Apart from a full-blown HTTP Caching, I had other ambitions in the beginning, for example, I had plans so you could limit caching per domain, etc. It became evident that this story is neither a critical feature nor possible in all storage techs. The underlying data structure requirement for cache storage is key-value while this feature required more complex querying. I accomplished implementing it for some storages but never was really used.
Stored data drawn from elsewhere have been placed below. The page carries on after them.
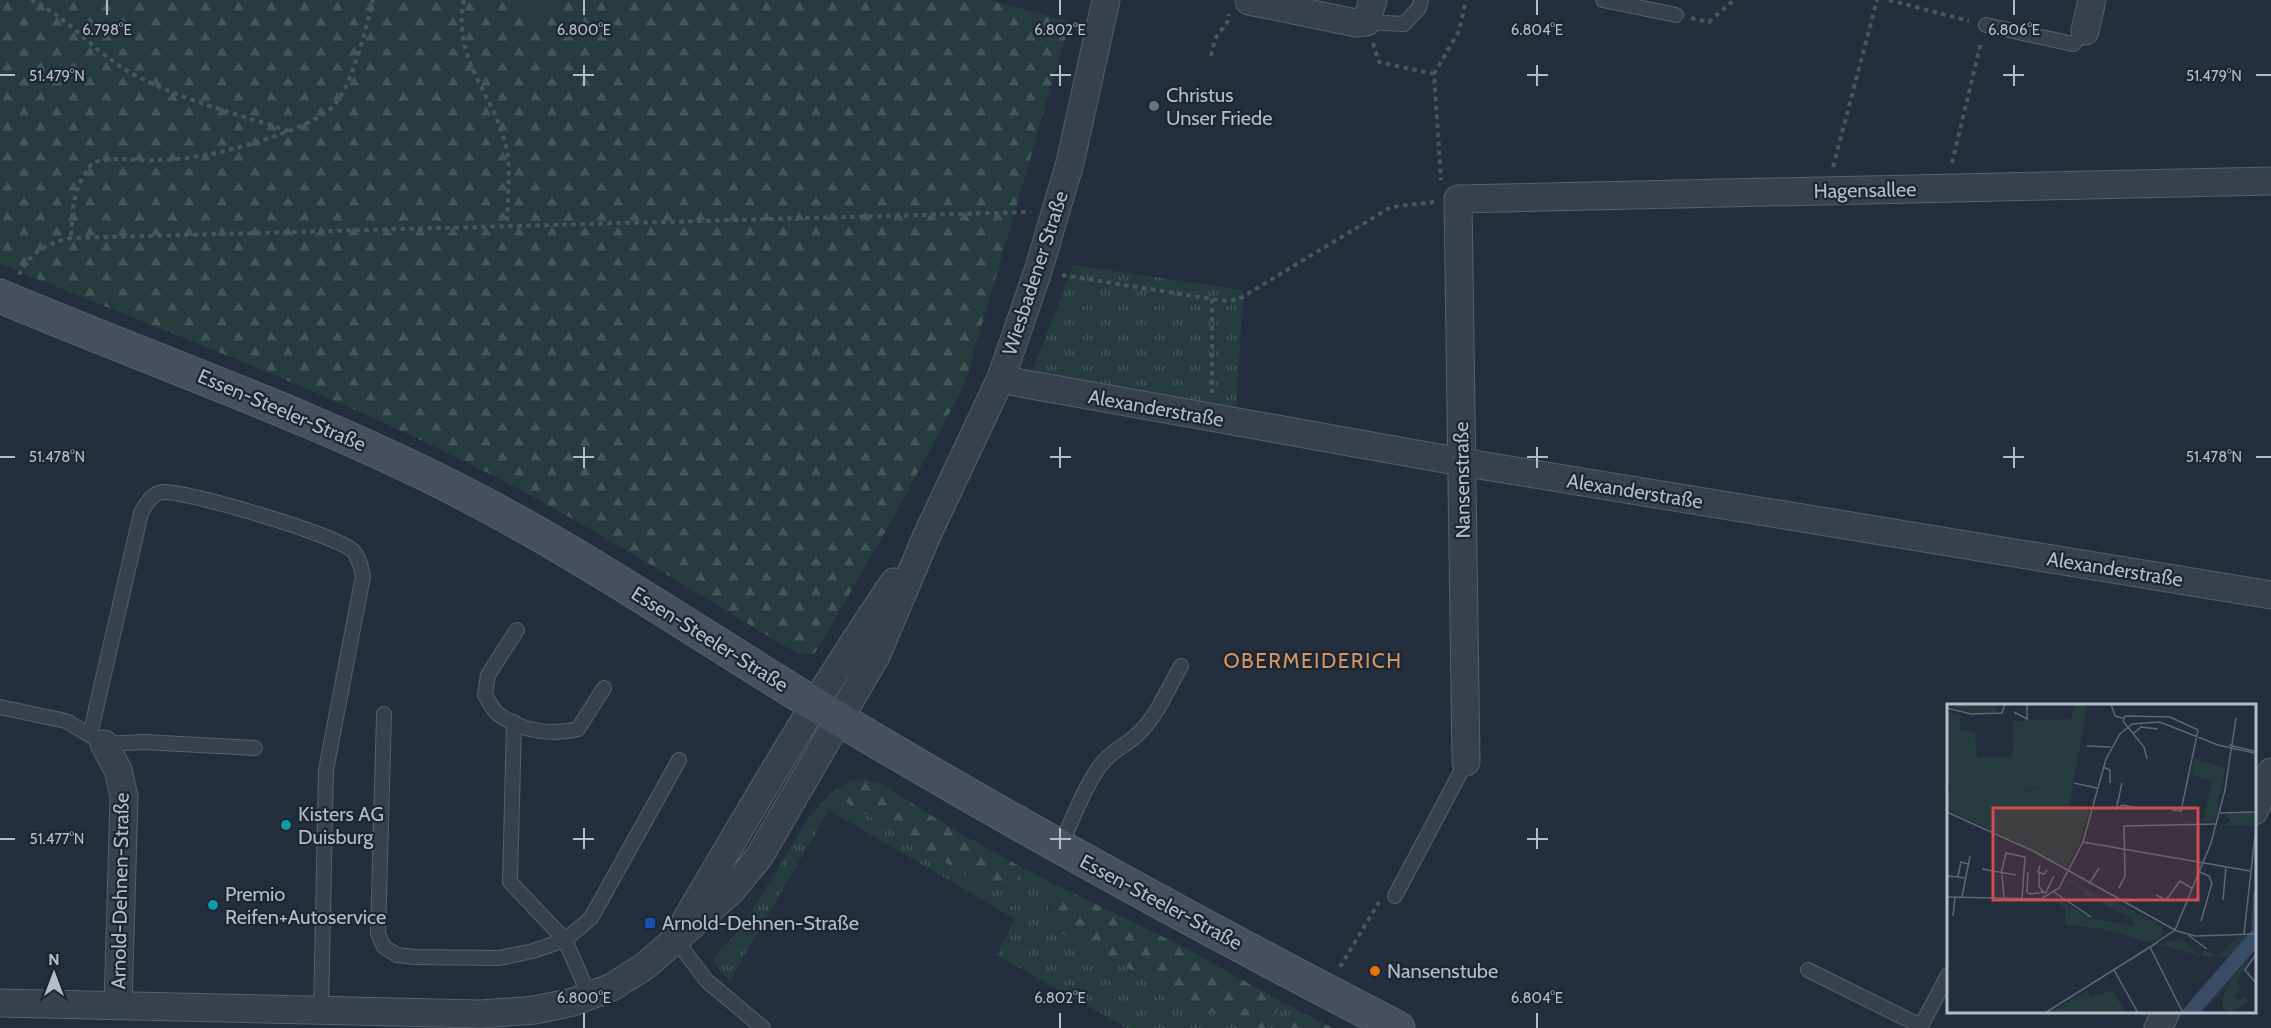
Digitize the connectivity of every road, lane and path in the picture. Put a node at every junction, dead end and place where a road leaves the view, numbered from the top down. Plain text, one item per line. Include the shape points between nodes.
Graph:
1 (31, 0) edge
2 (373, 0) edge
3 (464, 0) edge
4 (1106, 0) edge
5 (1421, 0) edge
6 (1466, 0) edge
7 (1604, 0) edge
8 (1734, 0) edge
9 (1877, 0) edge
10 (1889, 0) edge
11 (2092, 0) edge
12 (1249, 1) edge
13 (1369, 11) edge
14 (1676, 15) joint
15 (1228, 21) dead end
16 (1986, 26) junction
17 (2085, 31) joint
18 (1211, 56) dead end
19 (1434, 74) junction
20 (289, 131) junction
21 (2271, 181) edge
22 (1946, 189) junction
23 (1827, 191) junction
24 (1458, 199) junction
25 (1056, 211) junction
26 (507, 225) junction
27 (71, 238) junction
28 (1038, 271) junction
29 (4, 297) edge
30 (1212, 299) junction
31 (1001, 378) junction
32 (1213, 418) junction
33 (1461, 462) junction
34 (2271, 595) edge
35 (516, 630) dead end
36 (1181, 666) dead end
37 (604, 688) dead end
38 (0, 707) edge
39 (827, 712) junction
40 (384, 714) dead end
41 (514, 722) junction
42 (97, 740) junction
43 (255, 748) dead end
44 (679, 760) dead end
45 (1466, 762) joint
46 (2271, 772) edge
47 (2256, 806) edge
48 (1060, 847) junction
49 (1395, 896) joint
50 (675, 939) junction
51 (565, 940) junction
52 (1808, 970) dead end
53 (1947, 977) edge
54 (1327, 992) junction
55 (589, 995) junction
56 (0, 1003) edge
57 (118, 1006) junction
58 (321, 1011) junction
59 (2165, 1013) edge
60 (763, 1028) edge
61 (1398, 1028) edge
62 (2158, 1028) edge

1 - 20 path via 49,8 124,69 164,90
2 - 20 path via 354,65 336,102 315,119
3 - 26 path via 460,17 465,51 497,118 507,153
4 - 25 street, Wiesbadener Straße
5 - 13 lane via 1404,24 1385,24
6 - 19 path via 1459,31
7 - 14 lane
8 - 14 path via 1709,22
9 - 23 path
10 - 16 path
11 - 17 street
12 - 13 street via 1356,23
13 - 19 path via 1379,62
15 - 18 path via 1215,39
16 - 17 lane via 2073,44
16 - 22 path
19 - 24 path via 1442,189
20 - 27 path via 248,146 195,158 111,158 93,162 74,195
21 - 22 street, Hagensallee
22 - 23 street, Hagensallee
23 - 24 street, Hagensallee
24 - 30 path via 1391,207 1239,299
24 - 33 street, Nansenstraße
25 - 26 path
25 - 28 street, Wiesbadener Straße
26 - 27 path
27 - 29 path via 50,243 25,263
28 - 30 path
28 - 31 street, Wiesbadener Straße
29 - 39 main road, Essen-Steeler-Straße via 229,387 408,465 549,539
30 - 32 path
31 - 32 street, Alexanderstraße
31 - 39 street, Wiesbadener Straße via 928,533 843,657
32 - 33 street, Alexanderstraße
33 - 34 street, Alexanderstraße
33 - 45 street, Nansenstraße
35 - 41 lane via 488,675 485,695 497,714
36 - 48 lane via 1154,716 1102,763
37 - 41 lane via 578,729 561,733 531,730
38 - 42 lane via 66,721
39 - 48 main road, Essen-Steeler-Straße
39 - 50 street, Arnold-Dehnen-Straße
40 - 51 lane via 378,934 384,947 397,955 499,958
41 - 51 lane via 510,882
42 - 43 lane
42 - 57 street, Arnold-Dehnen-Straße via 118,770 124,796
42 - 58 lane via 102,690 141,513 149,499 161,492 190,495 321,535 352,550 363,576 326,770
44 - 51 lane via 591,918
45 - 49 lane
46 - 47 street
48 - 54 main road, Essen-Steeler-Straße
49 - 54 path via 1378,902
50 - 55 street, Arnold-Dehnen-Straße via 645,966 612,987
50 - 60 lane via 707,981
51 - 55 lane
52 - 53 lane via 1921,1026
54 - 61 main road, Essen-Steeler-Straße
55 - 58 street, Arnold-Dehnen-Straße via 535,1010 480,1014
56 - 57 street, Arnold-Dehnen-Straße
57 - 58 street, Arnold-Dehnen-Straße
59 - 62 street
That is why I no longer pursue this feature and it has been removed from CacheCow.Client 2.0. It is evident that unlike browsers, virtually all HttpClient instances would communicate with a handful of APIs and storage in this day and age is hardly a problem.

CacheCow.Client Features

The features of CacheCow 2.0 is pretty much unchanged since 1.x other than that now it supports .NET Standard 2.0+ hence you can use it in .NET Core and on platforms other than Windows (Linux/Mac).

In brief:
  • Supporting .NET 4.52+ and .NET Standard 2.0+
  • Store cacheable responses 
  • Supports In-Memory and Redis storages - SQL is coming too (and easy to build your own)
  • Manage separate query/storage of representations according to server's Vary header
  • Validating GET calls to validate cache after expiry
  • Conditional PUT calls to modify a resource only if not changed since (can be turned off)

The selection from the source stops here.